54 Leonis

Observation data Epoch J2000.0 Equinox
- Constellation: Leo
- Right ascension: 10^{h} 55^{m} 36.80266^{s}
- Declination: +24° 44′ 59.0440″
- Apparent magnitude (V): 4.477
- Right ascension: 10^{h} 55^{m} 37.24836^{s}
- Declination: +24° 44′ 56.5478″
- Apparent magnitude (V): 6.29

Characteristics

54 Leo A
- Spectral type: A0 V
- B−V color index: +0.001

54 Leo B
- Spectral type: A2 Vn
- B−V color index: +0.07

Astrometry

54 Leo A
- Radial velocity (R_{v}): −0.49±0.98 km/s
- Proper motion (μ): RA: −78.057 mas/yr Dec.: −16.520 mas/yr
- Parallax (π): 9.8275±0.3537 mas
- Distance: 330 ± 10 ly (102 ± 4 pc)
- Absolute magnitude (M_{V}): –0.29

54 Leo B
- Radial velocity (R_{v}): 1.30±0.92 km/s
- Proper motion (μ): RA: −75.374 mas/yr Dec.: −18.595 mas/yr
- Parallax (π): 10.1748±0.0569 mas
- Distance: 321 ± 2 ly (98.3 ± 0.5 pc)

Details

54 Leo A
- Mass: 2.37 M_{☉}
- Radius: 4.9 R_{☉}
- Luminosity: 163 L_{☉}
- Surface gravity (log g): 3.43 cgs
- Temperature: 9,337 K
- Rotational velocity (v sin i): 185 km/s
- Age: 411+137 −168 Myr

54 Leo B
- Mass: 2.23 M_{☉}
- Radius: 2.02 R_{☉}
- Luminosity: 22.8 L_{☉}
- Surface gravity (log g): 4.17 cgs
- Temperature: 8,868 K
- Rotational velocity (v sin i): 250±20 km/s
- Other designations: 54 Leo, BD+25 2314, CCDM J10556+2445, HIP 53417, Struve 1487

Database references
- SIMBAD: data

= 54 Leonis =

Star in the constellation Leo

54 Leonis is a binary star system in the zodiac constellation of Leo, located around 321 light years from the Sun. It is visible to the naked eye as a faint, white-hued star with a combined apparent visual magnitude of 4.30. As of 2017, the pair had an angular separation of 6.60 arcsecond along a position angle of 113°. They have a physical separation of around 533 AU.

The magnitude 4.477 primary, designated component A, is an A-type main-sequence star with a stellar classification of A0 V, which indicates it is generating energy through hydrogen fusion at its core. It has a high rate of spin, showing a projected rotational velocity of 185 km/s. This is giving the star an oblate shape with an equatorial bulge that is an estimated 8% larger than the polar radius. The star is roughly 411 million years old with 2.4 times the mass of the Sun and about 4.9 times the Sun's radius.

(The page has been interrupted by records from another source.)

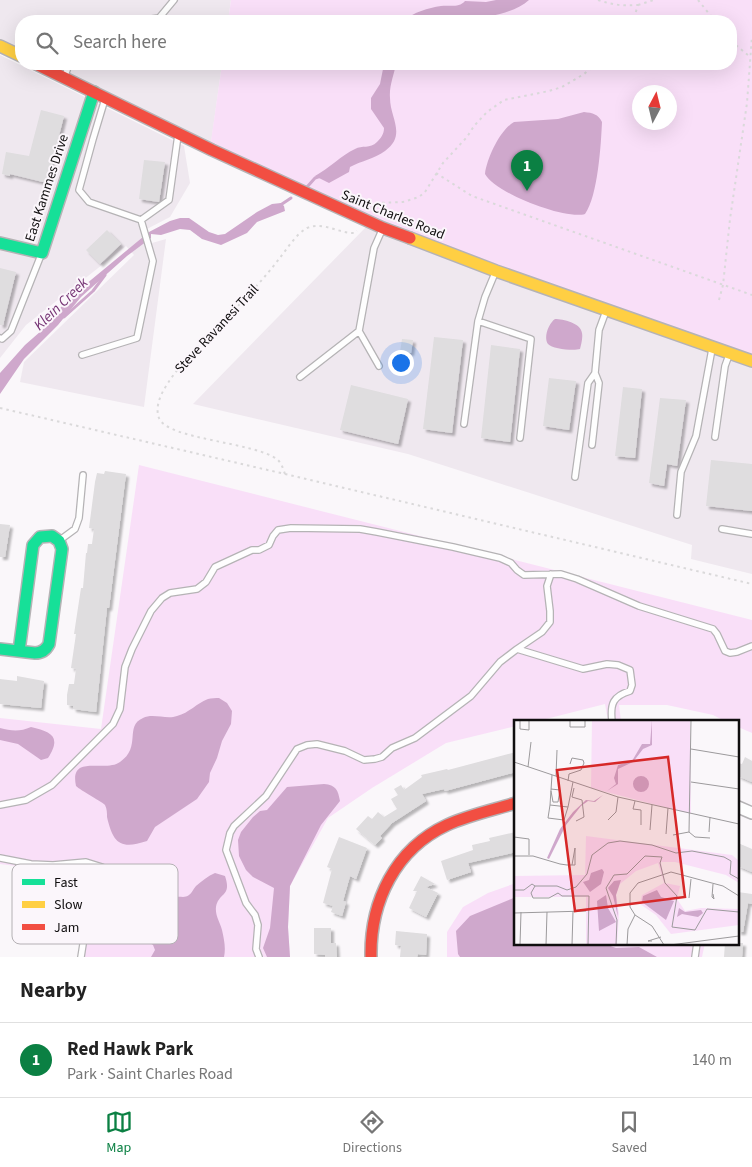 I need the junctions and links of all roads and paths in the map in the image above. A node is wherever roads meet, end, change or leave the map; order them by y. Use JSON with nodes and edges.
{"nodes":[{"id":1,"x":174,"y":0,"type":"edge"},
{"id":2,"x":598,"y":0,"type":"edge"},
{"id":3,"x":654,"y":0,"type":"edge"},
{"id":4,"x":698,"y":0,"type":"edge"},
{"id":5,"x":638,"y":5,"type":"junction"},
{"id":6,"x":162,"y":15,"type":"edge"},
{"id":7,"x":635,"y":15,"type":"edge"},
{"id":8,"x":710,"y":15,"type":"edge"},
{"id":9,"x":752,"y":36,"type":"edge"},
{"id":10,"x":0,"y":46,"type":"edge"},
{"id":11,"x":737,"y":46,"type":"edge"},
{"id":12,"x":15,"y":53,"type":"edge"},
{"id":13,"x":749,"y":56,"type":"junction"},
{"id":14,"x":48,"y":70,"type":"edge"},
{"id":15,"x":67,"y":70,"type":"edge"},
{"id":16,"x":589,"y":70,"type":"edge"},
{"id":17,"x":65,"y":78,"type":"junction"},
{"id":18,"x":94,"y":92,"type":"junction"},
{"id":19,"x":106,"y":97,"type":"junction"},
{"id":20,"x":178,"y":133,"type":"junction"},
{"id":21,"x":436,"y":174,"type":"junction"},
{"id":22,"x":368,"y":212,"type":"dead end"},
{"id":23,"x":140,"y":220,"type":"junction"},
{"id":24,"x":360,"y":228,"type":"dead end"},
{"id":25,"x":383,"y":228,"type":"junction"},
{"id":26,"x":0,"y":244,"type":"edge"},
{"id":27,"x":42,"y":254,"type":"junction"},
{"id":28,"x":496,"y":271,"type":"junction"},
{"id":29,"x":723,"y":285,"type":"junction"},
{"id":30,"x":752,"y":295,"type":"edge"},
{"id":31,"x":719,"y":300,"type":"dead end"},
{"id":32,"x":606,"y":309,"type":"junction"},
{"id":33,"x":478,"y":321,"type":"junction"},
{"id":34,"x":359,"y":331,"type":"junction"},
{"id":35,"x":0,"y":338,"type":"edge"},
{"id":36,"x":713,"y":347,"type":"junction"},
{"id":37,"x":730,"y":353,"type":"junction"},
{"id":38,"x":82,"y":355,"type":"dead end"},
{"id":39,"x":752,"y":360,"type":"edge"},
{"id":40,"x":379,"y":366,"type":"dead end"},
{"id":41,"x":595,"y":373,"type":"junction"},
{"id":42,"x":300,"y":377,"type":"dead end"},
{"id":43,"x":0,"y":408,"type":"edge"},
{"id":44,"x":464,"y":424,"type":"dead end"},
{"id":45,"x":520,"y":438,"type":"dead end"},
{"id":46,"x":715,"y":438,"type":"dead end"},
{"id":47,"x":592,"y":445,"type":"dead end"},
{"id":48,"x":285,"y":474,"type":"junction"},
{"id":49,"x":84,"y":475,"type":"dead end"},
{"id":50,"x":575,"y":477,"type":"dead end"},
{"id":51,"x":677,"y":515,"type":"dead end"},
{"id":52,"x":722,"y":529,"type":"dead end"},
{"id":53,"x":752,"y":534,"type":"edge"},
{"id":54,"x":59,"y":541,"type":"junction"},
{"id":55,"x":551,"y":574,"type":"junction"},
{"id":56,"x":752,"y":584,"type":"edge"},
{"id":57,"x":752,"y":646,"type":"edge"},
{"id":58,"x":0,"y":648,"type":"edge"},
{"id":59,"x":517,"y":649,"type":"junction"},
{"id":60,"x":19,"y":651,"type":"junction"},
{"id":61,"x":612,"y":720,"type":"edge"},
{"id":62,"x":514,"y":804,"type":"edge"},
{"id":63,"x":0,"y":805,"type":"edge"},
{"id":64,"x":740,"y":808,"type":"edge"},
{"id":65,"x":752,"y":813,"type":"edge"},
{"id":66,"x":0,"y":858,"type":"edge"},
{"id":67,"x":31,"y":864,"type":"edge"},
{"id":68,"x":64,"y":864,"type":"edge"},
{"id":69,"x":92,"y":864,"type":"edge"},
{"id":70,"x":83,"y":944,"type":"edge"},
{"id":71,"x":698,"y":944,"type":"edge"},
{"id":72,"x":81,"y":957,"type":"edge"},
{"id":73,"x":259,"y":957,"type":"edge"},
{"id":74,"x":370,"y":957,"type":"edge"},
{"id":75,"x":695,"y":957,"type":"edge"}],
"edges":[{"from":1,"to":6,"type":"lane"},
{"from":2,"to":5,"type":"path"},
{"from":3,"to":5,"type":"path"},
{"from":4,"to":8,"type":"path"},
{"from":5,"to":7,"type":"path"},
{"from":9,"to":13,"type":"path"},
{"from":10,"to":12,"type":"street"},
{"from":11,"to":13,"type":"path"},
{"from":13,"to":29,"type":"path"},
{"from":14,"to":17,"type":"street","name":"Saint Charles Road"},
{"from":15,"to":17,"type":"lane"},
{"from":16,"to":21,"type":"path"},
{"from":17,"to":18,"type":"street","name":"Saint Charles Road"},
{"from":18,"to":19,"type":"street","name":"Saint Charles Road"},
{"from":18,"to":27,"type":"street","name":"East Kammes Drive"},
{"from":19,"to":20,"type":"street","name":"Saint Charles Road"},
{"from":19,"to":23,"type":"lane"},
{"from":20,"to":23,"type":"lane"},
{"from":20,"to":25,"type":"street","name":"Saint Charles Road"},
{"from":21,"to":22,"type":"path"},
{"from":21,"to":29,"type":"path"},
{"from":23,"to":38,"type":"lane"},
{"from":24,"to":48,"type":"path","name":"Steve Ravanesi Trail"},
{"from":25,"to":28,"type":"street","name":"Saint Charles Road"},
{"from":25,"to":34,"type":"lane"},
{"from":26,"to":27,"type":"street","name":"East Kammes Drive"},
{"from":27,"to":35,"type":"lane"},
{"from":28,"to":32,"type":"street","name":"Saint Charles Road"},
{"from":28,"to":33,"type":"lane"},
{"from":29,"to":30,"type":"path"},
{"from":29,"to":31,"type":"path"},
{"from":32,"to":36,"type":"street","name":"Saint Charles Road"},
{"from":32,"to":41,"type":"lane"},
{"from":33,"to":44,"type":"lane"},
{"from":33,"to":45,"type":"lane"},
{"from":34,"to":40,"type":"lane"},
{"from":34,"to":42,"type":"lane"},
{"from":36,"to":37,"type":"street","name":"Saint Charles Road"},
{"from":36,"to":51,"type":"lane"},
{"from":37,"to":39,"type":"street","name":"Saint Charles Road"},
{"from":37,"to":46,"type":"lane"},
{"from":41,"to":47,"type":"lane"},
{"from":41,"to":50,"type":"lane"},
{"from":43,"to":48,"type":"path"},
{"from":48,"to":56,"type":"path"},
{"from":49,"to":54,"type":"lane"},
{"from":52,"to":53,"type":"lane"},
{"from":54,"to":60,"type":"street"},
{"from":54,"to":60,"type":"street"},
{"from":55,"to":57,"type":"lane"},
{"from":55,"to":59,"type":"lane"},
{"from":55,"to":63,"type":"lane"},
{"from":58,"to":60,"type":"street"},
{"from":59,"to":61,"type":"lane"},
{"from":59,"to":73,"type":"lane"},
{"from":62,"to":74,"type":"street"},
{"from":64,"to":65,"type":"street"},
{"from":66,"to":67,"type":"lane"},
{"from":68,"to":69,"type":"lane"},
{"from":70,"to":72,"type":"lane"},
{"from":71,"to":75,"type":"lane"}]} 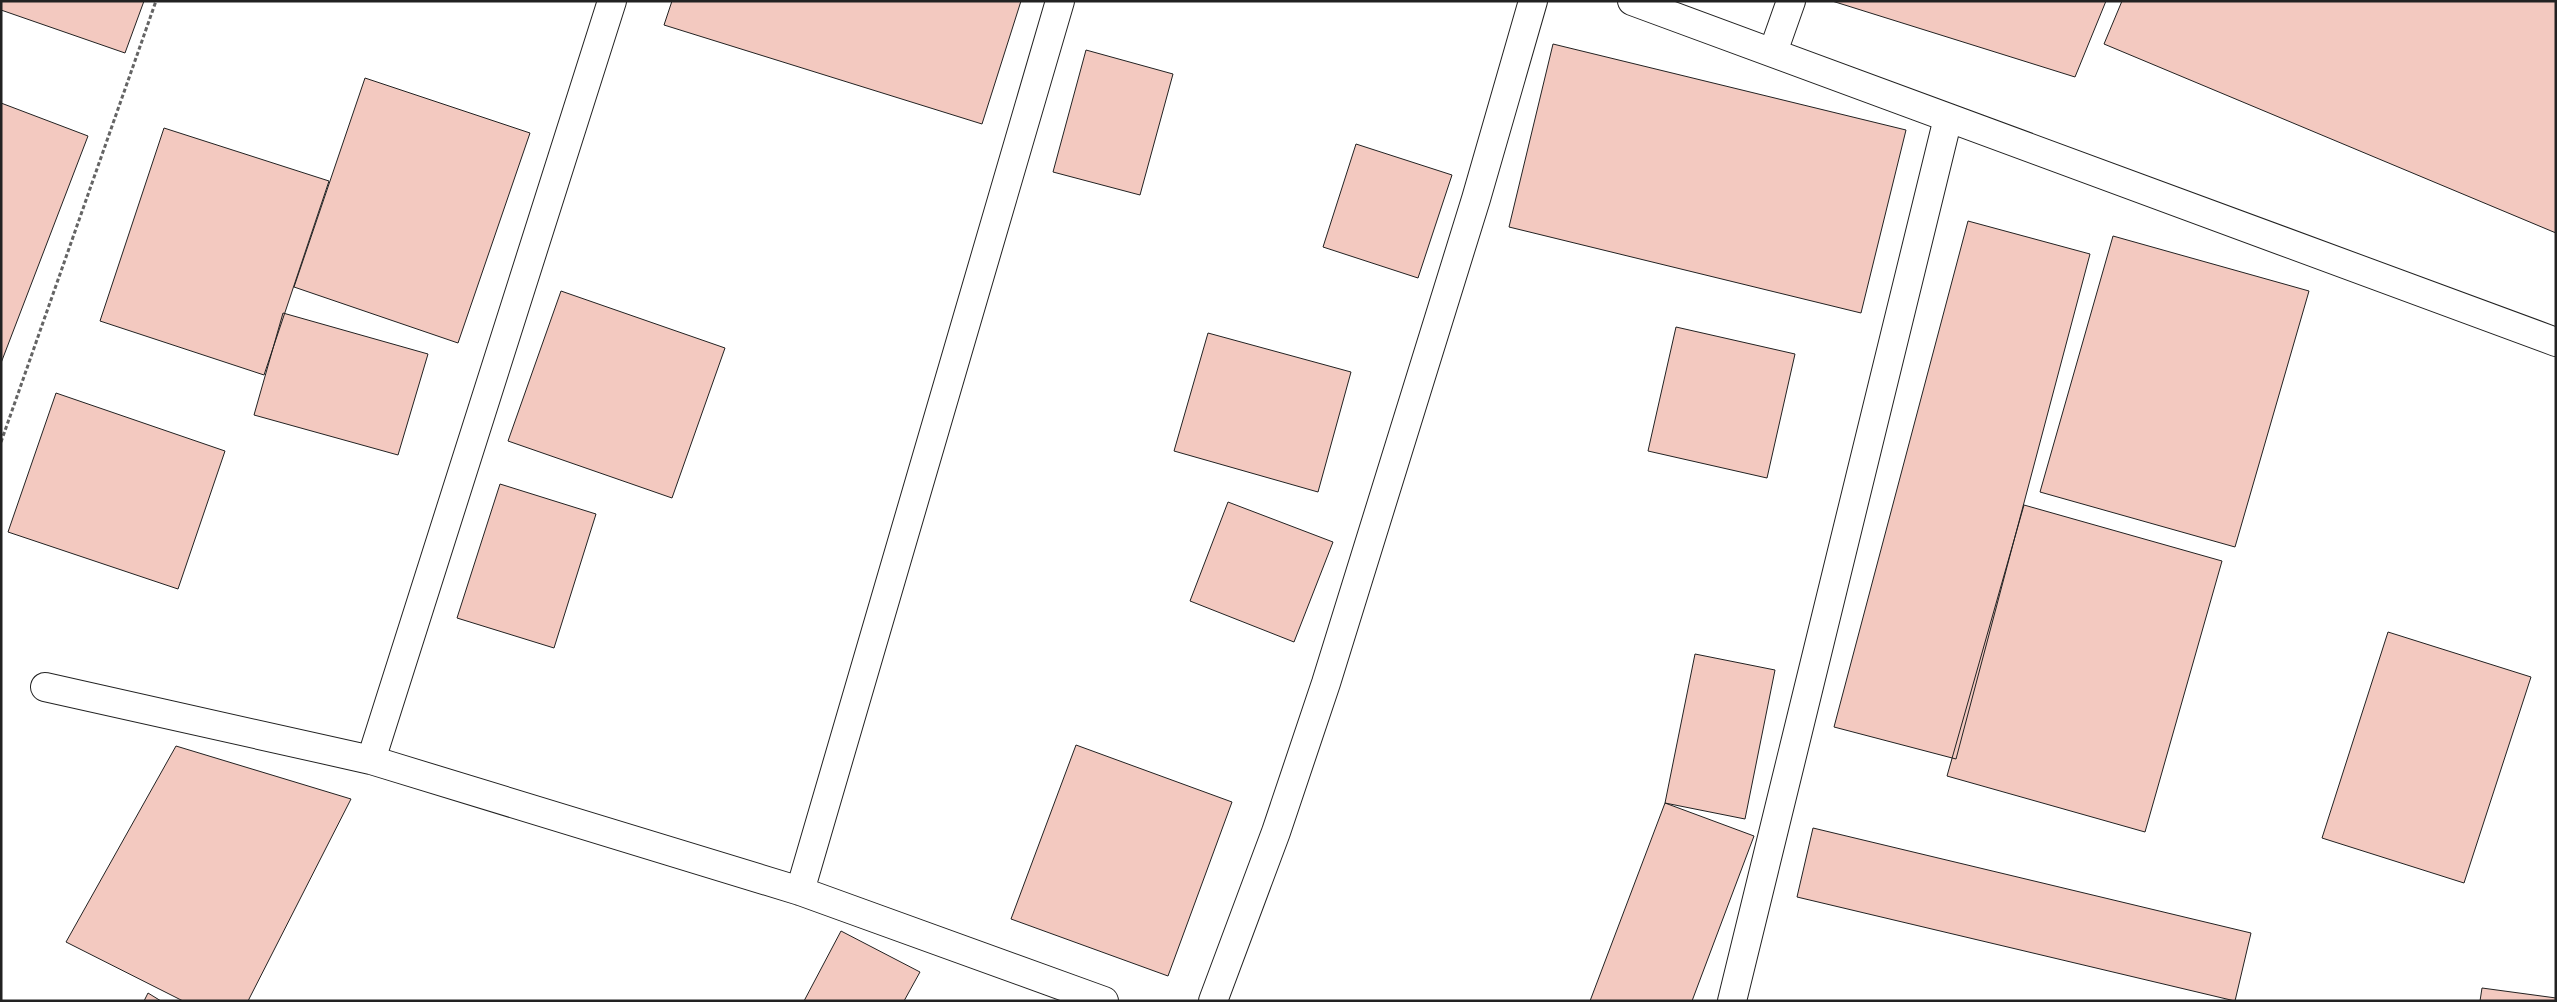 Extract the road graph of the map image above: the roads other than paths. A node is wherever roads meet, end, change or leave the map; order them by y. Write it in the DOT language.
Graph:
graph roads {
  1 [pos="612,1"];
  2 [pos="1060,1"];
  3 [pos="1533,1"];
  4 [pos="1632,1"];
  5 [pos="1790,1"];
  6 [pos="1773,52"];
  7 [pos="1948,118"];
  8 [pos="2556,342"];
  9 [pos="45,687"];
  10 [pos="371,760"];
  11 [pos="800,890"];
  12 [pos="1104,1001"];
  13 [pos="1213,1001"];
  14 [pos="1732,1001"];
  1 -- 10 [label="street"];
  2 -- 11 [label="street"];
  3 -- 13 [label="street"];
  4 -- 6 [label="street"];
  5 -- 6 [label="street"];
  6 -- 7 [label="street"];
  7 -- 8 [label="street"];
  7 -- 14 [label="street"];
  9 -- 10 [label="street"];
  10 -- 11 [label="street"];
  11 -- 12 [label="street"];
}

The fainter magnitude 6.29 secondary, component B, is a smaller A-type main-sequence star with a class of A2 Vn. The 'n' suffix indicates wide "nebulous" lines due to rapid rotation. It is spinning with an even higher projected rotational velocity of 250 km/s. The star has about twice the Sun's radius.

Asteroid 729 Watsonia occulted HIP 53417 on March 3, 2013 at 01:48.